Nitrite (NO₂⁻) reduction to nitric oxide (NO) is a key step in denitrification. This conversion is catalyzed by nitrite reductases of denitrifying bacteria. Nitrite reductases are of two types: copper-containing reductase (nirK) and cytochrome cd1-containing reductase (nirS) (Zumft, 1997). Historically, nirK and nirS genes have been widely utilized as molecular markers to investigate the denitrifiers of different terrestrial ecosystems (Hallin and Lindgren, 1999; Chen et al., 2010; Wei et al., 2015) and under different fertilizer sources or types (Brenzinger et al., 2018; Dai et al., 2019). Some researchers have demonstrated that nirS denitrifiers were susceptible to organic fertilizers particularly in upland soils (Tang et al., 2010; Yin et al., 2015; Cui et al., 2016). In contrast, Chen et al. (2010) reported that nirK denitrifiers were responsive to organic fertilization in a paddy soil. Furthermore, nirK gene outnumbered nirS gene in paddy ecosystems (Yoshida et al., 2010; Yuan et al., 2012; Azziz et al., 2017).

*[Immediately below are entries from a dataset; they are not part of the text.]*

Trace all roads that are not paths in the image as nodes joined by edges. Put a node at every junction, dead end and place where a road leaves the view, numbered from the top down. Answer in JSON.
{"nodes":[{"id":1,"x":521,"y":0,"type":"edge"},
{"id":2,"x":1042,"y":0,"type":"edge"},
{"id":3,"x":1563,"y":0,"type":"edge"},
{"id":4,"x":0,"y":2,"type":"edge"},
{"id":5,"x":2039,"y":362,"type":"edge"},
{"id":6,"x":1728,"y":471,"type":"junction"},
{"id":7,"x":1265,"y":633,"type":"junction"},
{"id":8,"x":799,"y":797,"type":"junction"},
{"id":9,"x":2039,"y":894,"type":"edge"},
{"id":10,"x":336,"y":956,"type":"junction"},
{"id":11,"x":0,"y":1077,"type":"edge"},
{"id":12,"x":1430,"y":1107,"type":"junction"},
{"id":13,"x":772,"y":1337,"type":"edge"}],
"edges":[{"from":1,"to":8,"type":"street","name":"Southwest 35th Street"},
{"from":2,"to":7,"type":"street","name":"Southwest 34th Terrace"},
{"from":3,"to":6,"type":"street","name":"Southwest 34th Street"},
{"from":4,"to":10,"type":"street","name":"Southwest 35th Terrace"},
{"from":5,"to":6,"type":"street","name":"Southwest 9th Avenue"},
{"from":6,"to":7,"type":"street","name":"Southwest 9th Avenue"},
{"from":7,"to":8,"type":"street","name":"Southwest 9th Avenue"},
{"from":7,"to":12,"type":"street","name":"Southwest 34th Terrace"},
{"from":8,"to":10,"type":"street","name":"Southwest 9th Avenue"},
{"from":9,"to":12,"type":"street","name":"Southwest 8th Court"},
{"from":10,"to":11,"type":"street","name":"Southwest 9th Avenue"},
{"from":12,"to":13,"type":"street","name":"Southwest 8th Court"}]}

Abundance and community structure of denitrifiers depend on soil type (Cavigelli and Robertson, 2000). Studies on nirK- and nirS-denitrifying bacteria under a broad range of soils have implied that the two denitrifiers occupy different ecological niches (Priemé et al., 2002; Braker et al., 2015). Soil fertility management may change the soil environment, which influences the structural and functional differentiation of the microbial community. The two types of denitrifiers and their contribution to potential denitrification may vary depending on long-term combined use of organic and inorganic fertilizers.

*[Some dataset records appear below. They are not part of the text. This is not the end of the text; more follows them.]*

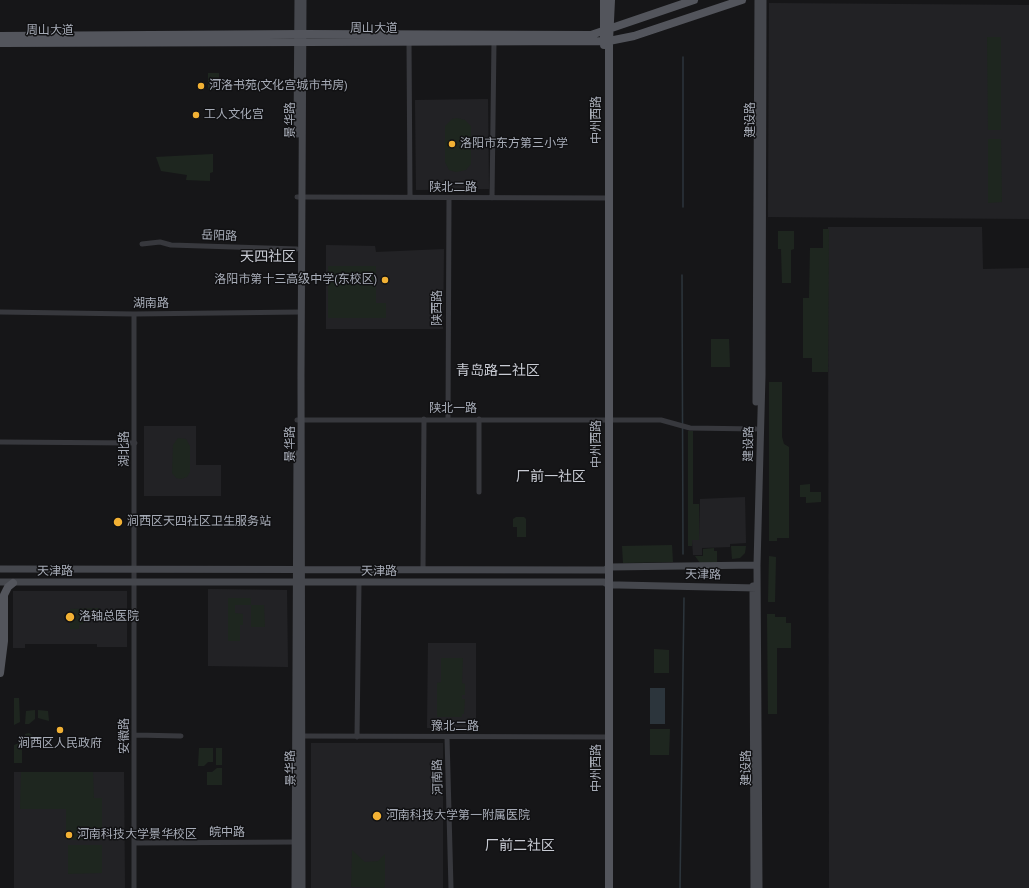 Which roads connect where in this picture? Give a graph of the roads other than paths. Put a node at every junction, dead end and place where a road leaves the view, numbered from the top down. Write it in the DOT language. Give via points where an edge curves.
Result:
graph roads {
  1 [pos="298,0"];
  2 [pos="303,0"];
  3 [pos="604,0"];
  4 [pos="611,0"];
  5 [pos="694,0"];
  6 [pos="742,0"];
  7 [pos="758,0"];
  8 [pos="763,0"];
  9 [pos="607,28"];
  10 [pos="0,36"];
  11 [pos="300,37"];
  12 [pos="409,41"];
  13 [pos="494,41"];
  14 [pos="606,41"];
  15 [pos="0,43"];
  16 [pos="299,197"];
  17 [pos="410,197"];
  18 [pos="449,198"];
  19 [pos="492,198"];
  20 [pos="606,198"];
  21 [pos="142,244"];
  22 [pos="297,249"];
  23 [pos="0,312"];
  24 [pos="299,312"];
  25 [pos="134,314"];
  26 [pos="424,419"];
  27 [pos="448,419"];
  28 [pos="479,419"];
  29 [pos="607,419"];
  30 [pos="299,420"];
  31 [pos="756,428"];
  32 [pos="0,442"];
  33 [pos="135,443"];
  34 [pos="479,492"];
  35 [pos="755,565"];
  36 [pos="0,569"];
  37 [pos="134,569"];
  38 [pos="299,569"];
  39 [pos="423,569"];
  40 [pos="607,569"];
  41 [pos="0,582"];
  42 [pos="13,583"];
  43 [pos="134,583"];
  44 [pos="300,583"];
  45 [pos="358,583"];
  46 [pos="607,583"];
  47 [pos="755,588"];
  48 [pos="0,673"];
  49 [pos="135,736"];
  50 [pos="181,736"];
  51 [pos="302,736"];
  52 [pos="356,737"];
  53 [pos="447,737"];
  54 [pos="606,737"];
  55 [pos="134,842"];
  56 [pos="295,842"];
  57 [pos="134,888"];
  58 [pos="295,888"];
  59 [pos="302,888"];
  60 [pos="451,888"];
  61 [pos="604,888"];
  62 [pos="609,888"];
  63 [pos="754,888"];
  64 [pos="759,888"];
  1 -- 11 [label="main road, 景华路"];
  2 -- 11 [label="main road, 景华路"];
  3 -- 9 [label="main road, 中州西路"];
  4 -- 9 [label="main road, 中州西路"];
  5 -- 9 [label="main road, 周山大道"];
  6 -- 14 [label="main road, 周山大道" via="634,36"];
  7 -- 31 [label="main road, 建设路"];
  8 -- 35 [label="main road, 建设路" via="762,368"];
  9 -- 11 [label="main road, 周山大道" via="592,35"];
  9 -- 14 [label="main road, 中州西路"];
  10 -- 11 [label="main road, 周山大道"];
  11 -- 12 [label="main road, 周山大道"];
  11 -- 15 [label="main road, 周山大道"];
  11 -- 16 [label="main road, 景华路"];
  12 -- 13 [label="main road, 周山大道"];
  12 -- 17 [label="street"];
  13 -- 14 [label="main road, 周山大道"];
  13 -- 19 [label="street"];
  14 -- 20 [label="main road, 中州西路"];
  16 -- 17 [label="street, 陕北二路"];
  16 -- 22 [label="main road, 景华路"];
  16 -- 24 [label="main road, 景华路"];
  17 -- 18 [label="street, 陕北二路"];
  18 -- 19 [label="street, 陕北二路"];
  18 -- 27 [label="street, 陕西路"];
  19 -- 20 [label="street, 陕北二路"];
  20 -- 29 [label="main road, 中州西路"];
  21 -- 22 [label="street, 岳阳路" via="160,242 171,245"];
  22 -- 24 [label="main road, 景华路"];
  23 -- 25 [label="street, 湖南路"];
  24 -- 25 [label="street, 湖南路"];
  24 -- 30 [label="main road, 景华路"];
  25 -- 33 [label="street, 湖北路"];
  26 -- 27 [label="street, 陕北一路"];
  26 -- 30 [label="street, 陕北一路"];
  26 -- 39 [label="street"];
  27 -- 28 [label="street, 陕北一路"];
  28 -- 29 [label="street, 陕北一路"];
  28 -- 34 [label="street"];
  29 -- 31 [label="street, 陕北一路" via="661,420 690,428"];
  29 -- 40 [label="main road, 中州西路"];
  30 -- 38 [label="main road, 景华路"];
  31 -- 35 [label="main road, 建设路"];
  32 -- 33 [label="street"];
  33 -- 37 [label="street, 湖北路"];
  35 -- 40 [label="main road, 天津路"];
  35 -- 47 [label="main road, 建设路"];
  36 -- 37 [label="main road, 天津路"];
  37 -- 38 [label="main road, 天津路"];
  37 -- 43 [label="street, 湖北路"];
  38 -- 39 [label="main road, 天津路"];
  38 -- 44 [label="main road, 景华路"];
  39 -- 40 [label="main road, 天津路"];
  40 -- 46 [label="main road, 中州西路"];
  41 -- 42 [label="main road, 天津路"];
  42 -- 43 [label="main road, 天津路"];
  42 -- 48 [label="main road" via="4,595 4,641"];
  43 -- 44 [label="main road, 天津路"];
  43 -- 49 [label="street, 安徽路"];
  44 -- 45 [label="main road, 天津路"];
  44 -- 51 [label="main road, 景华路"];
  44 -- 56 [label="main road, 景华路"];
  45 -- 46 [label="main road, 天津路"];
  45 -- 52 [label="street"];
  46 -- 47 [label="main road, 天津路"];
  46 -- 54 [label="main road, 中州西路"];
  47 -- 63 [label="main road, 建设路"];
  47 -- 64 [label="main road, 建设路"];
  49 -- 50 [label="street"];
  49 -- 55 [label="street, 安徽路"];
  51 -- 52 [label="street, 豫北二路"];
  51 -- 59 [label="main road, 景华路"];
  52 -- 53 [label="street, 豫北二路"];
  53 -- 54 [label="street, 豫北二路"];
  53 -- 60 [label="street, 河南路"];
  54 -- 61 [label="main road, 中州西路"];
  54 -- 62 [label="main road, 中州西路"];
  55 -- 56 [label="street, 皖中路"];
  55 -- 57 [label="street, 安徽路"];
  56 -- 58 [label="main road, 景华路"];
}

Fertilizer management practices can affect soil aggregate distribution. Aggregates are important soil components that provide spatially heterogeneous microclimatic conditions, including water, air, and nutrition, for soil microbes (Mäder et al., 2002; Bach and Hofmockel, 2014). Soil aggregate distribution is directly influenced by fertilization, while soil aggregate size can modify the impacts of fertilization on microbial communities (F.Q. Li et al., 2019). Studies have proven differences in N₂O production in heterogeneous soil aggregate size classes under different fertilization conditions (Uchida et al., 2008; Diba et al., 2011). However, the response of these denitrifying populations to changes in different aggregates size at the microlevel has rarely been investigated.

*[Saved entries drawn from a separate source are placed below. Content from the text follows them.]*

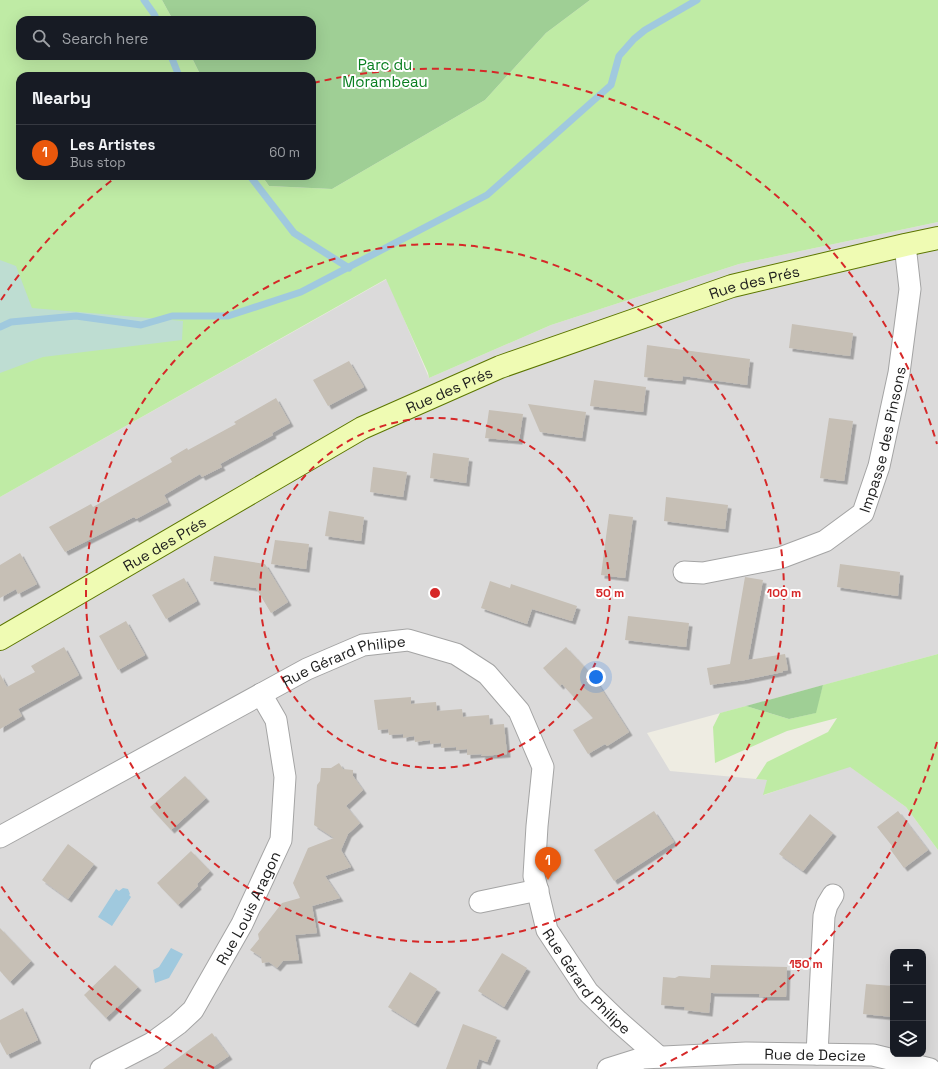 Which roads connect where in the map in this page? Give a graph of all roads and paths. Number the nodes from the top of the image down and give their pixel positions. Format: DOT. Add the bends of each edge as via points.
graph roads {
  1 [pos="938,238"];
  2 [pos="905,245"];
  3 [pos="684,572"];
  4 [pos="0,639"];
  5 [pos="262,694"];
  6 [pos="0,837"];
  7 [pos="538,890"];
  8 [pos="833,895"];
  9 [pos="480,902"];
  10 [pos="817,1054"];
  11 [pos="873,1055"];
  12 [pos="659,1058"];
  13 [pos="752,1061"];
  14 [pos="101,1069"];
  15 [pos="608,1069"];
  16 [pos="858,1069"];
  17 [pos="930,1069"];
  1 -- 2 [label="street, Rue des Prés"];
  2 -- 3 [label="street, Impasse des Pinsons" via="910,289 899,372 880,466 863,513 825,541 780,558 703,573"];
  2 -- 4 [label="street, Rue des Prés" via="732,286 500,367 362,428"];
  5 -- 6 [label="street, Rue Gérard Philipe"];
  5 -- 7 [label="street, Rue Gérard Philipe" via="307,669 363,645 408,640 456,654 487,674 519,711 543,767 534,876"];
  5 -- 14 [label="street, Rue Louis Aragon" via="276,720 284,777 281,840 242,924 193,1010 152,1043"];
  7 -- 9 [label="street"];
  7 -- 12 [label="street, Rue Gérard Philipe" via="547,930 588,992"];
  8 -- 10 [label="street" via="824,916"];
  10 -- 11 [label="street, Rue de Decize"];
  10 -- 13 [label="street, Rue de Decize"];
  11 -- 16 [label="street"];
  11 -- 17 [label="street, Rue de Decize"];
  12 -- 13 [label="street, Rue de Decize"];
  12 -- 15 [label="street, Rue de Decize" via="643,1058"];
}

Here, we investigate the effects of long-term straw or manure application paired with reduced quantity of chemical fertilizer and soil aggregates of different size classes on denitrification and N₂O emission in calcareous fluvo-aquic soil. The abundance and community structures of the denitrifiers within soil aggregates under different fertilizer management practices were analyzed for the following reasons: (1) to understand the effects of straw and manure application on denitrifiers in the aggregates and the possible mechanisms via which denitrification is enhanced or inhibited; (2) to identify the soil physicochemical factors that determine the distribution of nirK and nirS-type denitrifiers in soil aggregates and their correlation with denitrification under different fertilizer management practices; and (3) to compare the aggregate size effects on the abundance, diversity, and community composition of the nirK and nirS-type denitrifiers.